Photo: Martin Harvey/Getty Images

Dear Polly,

This seems a bit petty compared to some of your other letters, but … Every year, my aunt sends piles of gifts for the holidays. The thing is, they are typically the wrong size, smelly, and have even arrived stained and with holes. Like: a tailored dress that’s three sizes too big; a moth-eaten scarf, a shirt with a stain on the front; mugs filled with a fine layer of dust and desiccated insects. (She’s a regular flea-market shopper.) I know you’re always supposed to be grateful to receive gifts, no matter what, and in the past I’ve thanked her for her thoughtfulness. But this seems to have reinforced the idea that I’m somehow indebted to her for her generosity. Now I can barely muster a “thank you” when she follows up repeatedly, asking if I’ve received her gifts, if I like them, etc. I’ve told her I have a small apartment and limited space, that I’m trying to be more of a minimalist, that she really shouldn’t have… But she clearly perceives herself as a generous gift-giver and wants to continue gift-giving, even if it’s not really what I want. I don’t like being ungrateful, and I’m ashamed to find myself acting like an obnoxious teenager. But is it always the right thing to be gracious?

Many thanks,

Ambivalent About Stuff

Dear Ambivalent About Stuff,

Personally, I would let her continue sending you an annual gift, simply because:

1. It’s only once a year.

2. The stuff is used anyway, so maybe not a gigantic waste once donated to Goodwill or wherever.
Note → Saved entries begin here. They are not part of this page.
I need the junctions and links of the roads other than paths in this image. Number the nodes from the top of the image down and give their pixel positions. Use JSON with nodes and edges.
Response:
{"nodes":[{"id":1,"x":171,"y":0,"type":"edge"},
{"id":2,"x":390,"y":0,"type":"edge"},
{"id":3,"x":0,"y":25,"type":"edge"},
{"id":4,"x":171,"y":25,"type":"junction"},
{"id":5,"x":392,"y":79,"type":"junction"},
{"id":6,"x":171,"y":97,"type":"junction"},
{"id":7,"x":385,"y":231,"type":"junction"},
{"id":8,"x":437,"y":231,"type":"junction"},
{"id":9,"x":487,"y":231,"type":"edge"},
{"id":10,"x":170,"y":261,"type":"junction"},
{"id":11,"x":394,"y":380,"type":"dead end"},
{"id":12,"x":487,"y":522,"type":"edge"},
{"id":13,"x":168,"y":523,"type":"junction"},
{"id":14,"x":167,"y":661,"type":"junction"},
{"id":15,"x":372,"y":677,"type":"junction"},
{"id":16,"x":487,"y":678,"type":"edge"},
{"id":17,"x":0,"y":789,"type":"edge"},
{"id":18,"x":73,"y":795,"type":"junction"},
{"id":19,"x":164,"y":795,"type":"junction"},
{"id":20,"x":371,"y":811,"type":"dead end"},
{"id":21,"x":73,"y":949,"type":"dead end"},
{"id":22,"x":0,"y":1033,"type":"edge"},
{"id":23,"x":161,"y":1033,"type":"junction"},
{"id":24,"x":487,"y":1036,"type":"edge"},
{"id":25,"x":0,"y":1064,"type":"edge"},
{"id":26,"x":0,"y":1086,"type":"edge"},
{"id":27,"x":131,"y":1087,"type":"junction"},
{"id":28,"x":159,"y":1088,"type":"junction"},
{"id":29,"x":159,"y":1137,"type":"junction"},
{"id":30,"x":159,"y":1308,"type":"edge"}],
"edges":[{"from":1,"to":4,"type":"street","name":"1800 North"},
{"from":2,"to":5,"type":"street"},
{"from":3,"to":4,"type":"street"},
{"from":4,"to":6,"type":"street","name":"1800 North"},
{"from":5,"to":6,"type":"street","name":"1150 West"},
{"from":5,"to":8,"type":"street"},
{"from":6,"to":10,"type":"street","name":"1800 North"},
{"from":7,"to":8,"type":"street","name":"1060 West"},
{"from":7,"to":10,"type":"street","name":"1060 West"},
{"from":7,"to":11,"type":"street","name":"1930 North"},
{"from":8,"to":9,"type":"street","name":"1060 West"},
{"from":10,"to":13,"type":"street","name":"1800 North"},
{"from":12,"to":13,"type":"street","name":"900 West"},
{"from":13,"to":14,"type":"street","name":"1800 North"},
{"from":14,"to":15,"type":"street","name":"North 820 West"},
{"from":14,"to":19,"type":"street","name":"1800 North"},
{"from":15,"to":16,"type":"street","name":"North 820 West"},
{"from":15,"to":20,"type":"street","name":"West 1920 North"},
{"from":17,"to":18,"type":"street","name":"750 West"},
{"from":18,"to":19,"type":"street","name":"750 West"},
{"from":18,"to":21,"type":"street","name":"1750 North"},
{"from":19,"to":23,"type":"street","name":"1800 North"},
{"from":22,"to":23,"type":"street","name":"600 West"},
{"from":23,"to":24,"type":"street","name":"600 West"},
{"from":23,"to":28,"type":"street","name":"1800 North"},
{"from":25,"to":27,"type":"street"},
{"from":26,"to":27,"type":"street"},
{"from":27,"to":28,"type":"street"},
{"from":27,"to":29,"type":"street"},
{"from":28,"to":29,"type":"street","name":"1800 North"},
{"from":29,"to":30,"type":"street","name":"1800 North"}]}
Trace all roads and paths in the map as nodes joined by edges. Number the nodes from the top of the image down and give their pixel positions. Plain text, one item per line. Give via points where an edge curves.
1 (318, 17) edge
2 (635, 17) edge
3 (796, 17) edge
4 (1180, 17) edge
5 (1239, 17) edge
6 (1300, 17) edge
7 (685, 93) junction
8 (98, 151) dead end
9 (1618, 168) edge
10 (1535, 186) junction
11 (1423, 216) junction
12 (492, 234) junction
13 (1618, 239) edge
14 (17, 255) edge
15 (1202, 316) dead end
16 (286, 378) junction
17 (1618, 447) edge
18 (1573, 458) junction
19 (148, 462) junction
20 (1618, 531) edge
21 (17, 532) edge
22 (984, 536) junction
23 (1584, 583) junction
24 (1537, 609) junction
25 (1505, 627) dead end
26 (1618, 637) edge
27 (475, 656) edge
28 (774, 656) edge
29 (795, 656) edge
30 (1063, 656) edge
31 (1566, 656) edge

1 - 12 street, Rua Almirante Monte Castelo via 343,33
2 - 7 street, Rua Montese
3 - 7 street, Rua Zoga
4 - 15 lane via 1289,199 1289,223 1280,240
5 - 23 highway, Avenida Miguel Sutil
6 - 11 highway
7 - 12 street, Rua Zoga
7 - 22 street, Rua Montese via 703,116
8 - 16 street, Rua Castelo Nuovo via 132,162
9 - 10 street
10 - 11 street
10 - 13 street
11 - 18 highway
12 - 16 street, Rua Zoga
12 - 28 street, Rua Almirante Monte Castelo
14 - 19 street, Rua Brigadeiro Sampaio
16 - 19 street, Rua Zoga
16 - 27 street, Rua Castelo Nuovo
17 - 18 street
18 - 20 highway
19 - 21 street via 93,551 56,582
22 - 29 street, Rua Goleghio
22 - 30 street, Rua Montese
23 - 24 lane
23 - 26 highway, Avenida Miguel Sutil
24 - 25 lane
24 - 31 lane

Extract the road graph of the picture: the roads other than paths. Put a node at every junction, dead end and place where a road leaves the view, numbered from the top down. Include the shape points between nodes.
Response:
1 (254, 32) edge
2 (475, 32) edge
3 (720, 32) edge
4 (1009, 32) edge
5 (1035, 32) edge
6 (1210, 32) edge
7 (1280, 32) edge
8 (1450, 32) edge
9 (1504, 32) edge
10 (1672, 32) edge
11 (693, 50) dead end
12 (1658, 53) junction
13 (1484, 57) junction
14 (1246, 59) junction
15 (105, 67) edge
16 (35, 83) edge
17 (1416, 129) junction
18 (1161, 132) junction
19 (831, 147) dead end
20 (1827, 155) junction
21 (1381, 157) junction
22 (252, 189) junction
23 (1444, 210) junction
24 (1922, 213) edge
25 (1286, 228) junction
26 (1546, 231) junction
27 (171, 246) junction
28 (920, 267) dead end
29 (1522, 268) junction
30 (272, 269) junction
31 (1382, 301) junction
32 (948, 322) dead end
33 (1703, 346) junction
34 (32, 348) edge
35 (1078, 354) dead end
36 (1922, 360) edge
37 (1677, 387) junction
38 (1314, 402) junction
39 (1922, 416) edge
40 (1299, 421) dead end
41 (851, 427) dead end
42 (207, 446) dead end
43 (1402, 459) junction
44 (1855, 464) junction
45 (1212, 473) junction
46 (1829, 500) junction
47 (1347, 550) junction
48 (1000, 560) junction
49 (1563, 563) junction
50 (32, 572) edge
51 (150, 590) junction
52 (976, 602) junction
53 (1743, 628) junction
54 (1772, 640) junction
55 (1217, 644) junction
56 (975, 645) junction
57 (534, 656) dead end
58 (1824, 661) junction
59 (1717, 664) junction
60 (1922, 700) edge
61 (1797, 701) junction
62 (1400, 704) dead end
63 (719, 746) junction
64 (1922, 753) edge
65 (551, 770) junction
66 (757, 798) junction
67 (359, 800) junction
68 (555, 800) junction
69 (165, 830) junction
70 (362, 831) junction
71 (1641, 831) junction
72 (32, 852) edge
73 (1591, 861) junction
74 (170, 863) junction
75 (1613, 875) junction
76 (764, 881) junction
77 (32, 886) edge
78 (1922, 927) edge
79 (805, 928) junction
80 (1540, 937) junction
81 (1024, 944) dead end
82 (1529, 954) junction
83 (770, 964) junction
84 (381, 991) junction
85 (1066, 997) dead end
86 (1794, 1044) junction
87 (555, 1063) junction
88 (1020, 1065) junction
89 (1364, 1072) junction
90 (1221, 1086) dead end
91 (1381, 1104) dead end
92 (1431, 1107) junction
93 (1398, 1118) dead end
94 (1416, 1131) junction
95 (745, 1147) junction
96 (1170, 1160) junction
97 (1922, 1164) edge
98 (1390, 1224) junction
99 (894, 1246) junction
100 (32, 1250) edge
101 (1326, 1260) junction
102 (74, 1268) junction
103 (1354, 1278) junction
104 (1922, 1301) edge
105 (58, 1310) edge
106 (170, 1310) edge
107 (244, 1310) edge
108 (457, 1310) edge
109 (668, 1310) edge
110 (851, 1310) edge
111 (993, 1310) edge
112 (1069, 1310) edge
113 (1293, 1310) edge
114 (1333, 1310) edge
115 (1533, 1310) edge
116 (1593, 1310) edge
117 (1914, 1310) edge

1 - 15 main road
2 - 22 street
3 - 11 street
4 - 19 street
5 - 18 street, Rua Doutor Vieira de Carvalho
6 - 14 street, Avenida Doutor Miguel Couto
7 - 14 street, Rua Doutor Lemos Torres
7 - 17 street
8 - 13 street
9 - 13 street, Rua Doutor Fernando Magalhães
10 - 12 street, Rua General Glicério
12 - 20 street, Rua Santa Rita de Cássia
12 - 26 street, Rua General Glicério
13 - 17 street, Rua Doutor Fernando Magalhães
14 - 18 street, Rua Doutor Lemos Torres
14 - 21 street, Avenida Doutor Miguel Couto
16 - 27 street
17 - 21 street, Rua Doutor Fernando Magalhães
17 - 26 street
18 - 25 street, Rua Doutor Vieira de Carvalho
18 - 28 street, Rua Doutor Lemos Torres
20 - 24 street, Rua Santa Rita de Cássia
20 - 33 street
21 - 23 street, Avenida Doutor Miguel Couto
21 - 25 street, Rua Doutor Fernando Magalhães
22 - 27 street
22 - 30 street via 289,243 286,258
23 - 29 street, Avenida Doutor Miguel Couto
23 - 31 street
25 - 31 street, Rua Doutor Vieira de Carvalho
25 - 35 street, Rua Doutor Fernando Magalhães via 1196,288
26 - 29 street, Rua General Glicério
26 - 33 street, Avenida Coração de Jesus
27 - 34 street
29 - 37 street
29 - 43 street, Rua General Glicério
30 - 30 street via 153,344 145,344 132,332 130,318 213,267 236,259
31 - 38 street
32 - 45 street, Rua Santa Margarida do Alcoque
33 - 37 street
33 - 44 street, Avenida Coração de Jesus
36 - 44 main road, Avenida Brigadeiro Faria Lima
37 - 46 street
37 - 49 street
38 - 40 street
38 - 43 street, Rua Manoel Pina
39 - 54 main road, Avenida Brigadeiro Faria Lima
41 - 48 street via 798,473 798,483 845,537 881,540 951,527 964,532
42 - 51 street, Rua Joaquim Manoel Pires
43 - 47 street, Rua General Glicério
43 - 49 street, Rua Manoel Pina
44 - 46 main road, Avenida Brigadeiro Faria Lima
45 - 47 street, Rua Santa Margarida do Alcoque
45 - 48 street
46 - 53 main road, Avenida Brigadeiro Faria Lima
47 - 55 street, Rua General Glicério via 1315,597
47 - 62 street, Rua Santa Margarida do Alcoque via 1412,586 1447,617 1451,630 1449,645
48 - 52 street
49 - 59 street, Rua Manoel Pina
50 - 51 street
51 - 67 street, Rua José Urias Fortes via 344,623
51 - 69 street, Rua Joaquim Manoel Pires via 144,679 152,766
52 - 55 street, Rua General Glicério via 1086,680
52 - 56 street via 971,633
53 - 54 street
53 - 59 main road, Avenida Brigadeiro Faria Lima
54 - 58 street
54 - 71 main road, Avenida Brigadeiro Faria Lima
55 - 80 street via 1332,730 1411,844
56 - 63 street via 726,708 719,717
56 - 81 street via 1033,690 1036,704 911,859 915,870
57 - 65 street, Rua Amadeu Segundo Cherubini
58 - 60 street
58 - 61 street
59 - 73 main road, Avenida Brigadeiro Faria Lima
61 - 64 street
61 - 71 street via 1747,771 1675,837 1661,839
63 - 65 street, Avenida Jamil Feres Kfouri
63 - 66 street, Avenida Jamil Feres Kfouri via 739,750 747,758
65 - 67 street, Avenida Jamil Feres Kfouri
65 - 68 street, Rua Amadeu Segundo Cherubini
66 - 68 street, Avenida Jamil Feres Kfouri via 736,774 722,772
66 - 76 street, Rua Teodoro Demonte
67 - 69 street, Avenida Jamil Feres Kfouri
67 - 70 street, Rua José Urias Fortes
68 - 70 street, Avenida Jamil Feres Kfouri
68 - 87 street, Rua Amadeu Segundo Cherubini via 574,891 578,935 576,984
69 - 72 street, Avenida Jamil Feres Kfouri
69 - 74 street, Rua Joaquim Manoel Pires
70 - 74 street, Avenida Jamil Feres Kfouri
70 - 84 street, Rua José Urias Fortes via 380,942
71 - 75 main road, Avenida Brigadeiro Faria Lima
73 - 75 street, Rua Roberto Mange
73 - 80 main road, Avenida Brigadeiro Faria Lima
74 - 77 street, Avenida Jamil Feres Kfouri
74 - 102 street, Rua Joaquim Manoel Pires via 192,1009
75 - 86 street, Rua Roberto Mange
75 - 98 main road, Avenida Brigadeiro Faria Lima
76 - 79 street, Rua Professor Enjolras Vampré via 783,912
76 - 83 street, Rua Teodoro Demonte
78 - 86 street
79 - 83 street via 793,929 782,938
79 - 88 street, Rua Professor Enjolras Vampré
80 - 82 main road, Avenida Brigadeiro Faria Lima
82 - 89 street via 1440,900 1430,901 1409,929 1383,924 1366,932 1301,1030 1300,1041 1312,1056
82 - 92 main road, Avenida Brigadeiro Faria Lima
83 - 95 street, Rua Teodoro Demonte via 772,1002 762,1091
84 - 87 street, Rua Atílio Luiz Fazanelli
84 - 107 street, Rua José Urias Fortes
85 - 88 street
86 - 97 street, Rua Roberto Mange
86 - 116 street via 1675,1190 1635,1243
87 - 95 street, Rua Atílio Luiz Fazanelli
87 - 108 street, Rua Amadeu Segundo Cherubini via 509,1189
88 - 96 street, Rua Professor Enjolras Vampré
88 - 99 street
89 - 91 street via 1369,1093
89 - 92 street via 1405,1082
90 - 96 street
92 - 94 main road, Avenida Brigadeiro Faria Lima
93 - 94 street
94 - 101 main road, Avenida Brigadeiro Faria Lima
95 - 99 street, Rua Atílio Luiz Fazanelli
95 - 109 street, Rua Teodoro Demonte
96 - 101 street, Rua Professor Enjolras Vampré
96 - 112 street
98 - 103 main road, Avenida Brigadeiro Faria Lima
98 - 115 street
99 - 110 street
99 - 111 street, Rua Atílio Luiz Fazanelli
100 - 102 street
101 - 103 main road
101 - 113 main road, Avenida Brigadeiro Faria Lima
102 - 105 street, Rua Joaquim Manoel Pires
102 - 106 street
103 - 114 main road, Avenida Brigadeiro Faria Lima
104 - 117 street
3. She enjoys the notion that her favorite activity (sifting through old stuff to send people) also makes her a generous person.

In other words, accepting her crappy gifts to you is your gift to her each year. If I were you, I would choose to see it that way and behave in accordance with that view by:

1. Acknowledging receipt of her gift immediately instead of getting avoidant and full of resentment over it, thereby amplifying your misery.

2. Donating everything she sends to you swiftly, along with a few of your unwanted items, making you even more of a minimalist than before.

3. Enjoying the notion that your new favorite activity (keeping clutter out of your space by donating these unwanted gifts) also makes you a generous person — to strangers in need and to your aunt.

Now let’s talk about what it means to have an aunt who doesn’t understand you and never will: It’s pretty common. Show of hands? (Everyone raises hand and sighs in unison.)

What I want you to notice is that for you, this self-congratulatory display of deep misunderstanding is an emotional trigger. I think we can go ahead and guess that if your aunt is this, erm, eclectic in her personal choices and behavioral patterns, then one of your parents shares this strange ability to tune out what other people actually want (even when their needs are directly and openly stated!). This parent also might be prone to foisting upon you whatever they believe you should want, while congratulating themselves for being so thoughtful and generous.
 
You may have been told what you should want and treated like an ingrate for not accepting and embracing and thanking your parent profusely for giving it to you. This is a very common experience. Show of hands? (Everyone sighs and punches nearest wall in unison.)

So it’s normal to have a lot of feelings in response to experiences that mimic this recurring experience of yours as a child. It is not only understandable to have big reactions to this trigger, it is healthy and good to let yourself feel the full force of your emotions on this front. When your torment and anguish and anxiety seem out of proportion to the situation at hand, that’s when you really want to dial into what’s there. Because it’s not just this annual bestowing of used trash into your otherwise pristine domain that gets under your skin. I’ll bet you’re extremely unnerved by any experience that sends you a similar message of “I do not see you clearly, I prefer to see something else entirely,” and also “When you clean this windshield, I will make it dirty again. I prefer to see you my way.”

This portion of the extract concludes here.